**THE TASK**
This exercise calls for every line of the listing below that contains the word "index".
# # # # # # #
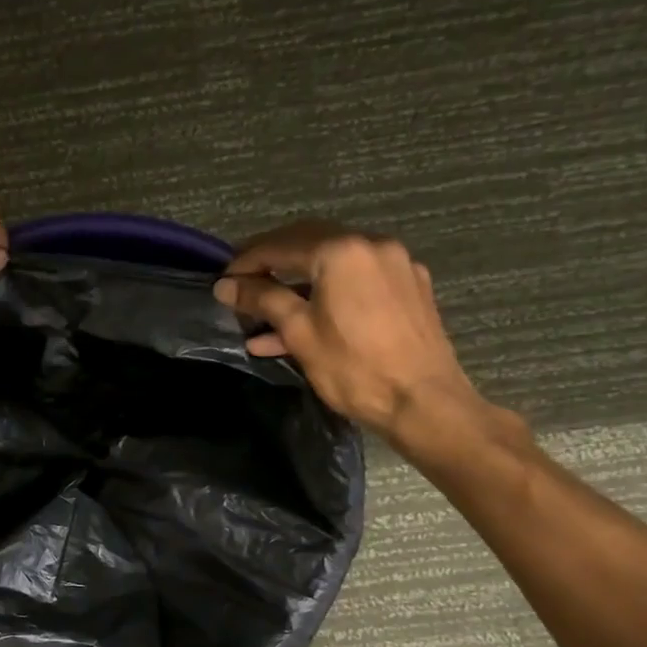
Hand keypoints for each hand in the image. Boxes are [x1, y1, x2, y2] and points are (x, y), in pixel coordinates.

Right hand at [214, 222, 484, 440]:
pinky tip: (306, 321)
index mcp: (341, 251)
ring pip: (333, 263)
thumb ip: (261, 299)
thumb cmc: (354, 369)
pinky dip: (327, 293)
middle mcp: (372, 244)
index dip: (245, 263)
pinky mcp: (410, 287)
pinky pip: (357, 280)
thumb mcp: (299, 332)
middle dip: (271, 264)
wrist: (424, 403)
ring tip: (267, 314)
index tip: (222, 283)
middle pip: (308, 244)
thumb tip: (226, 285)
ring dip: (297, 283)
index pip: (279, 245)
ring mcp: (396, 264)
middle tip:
# # # # # # #
**RESPONSE AREA**
index mcp: (341, 251)
index dip: (245, 263)
index tip: (222, 283)
index pip: (279, 245)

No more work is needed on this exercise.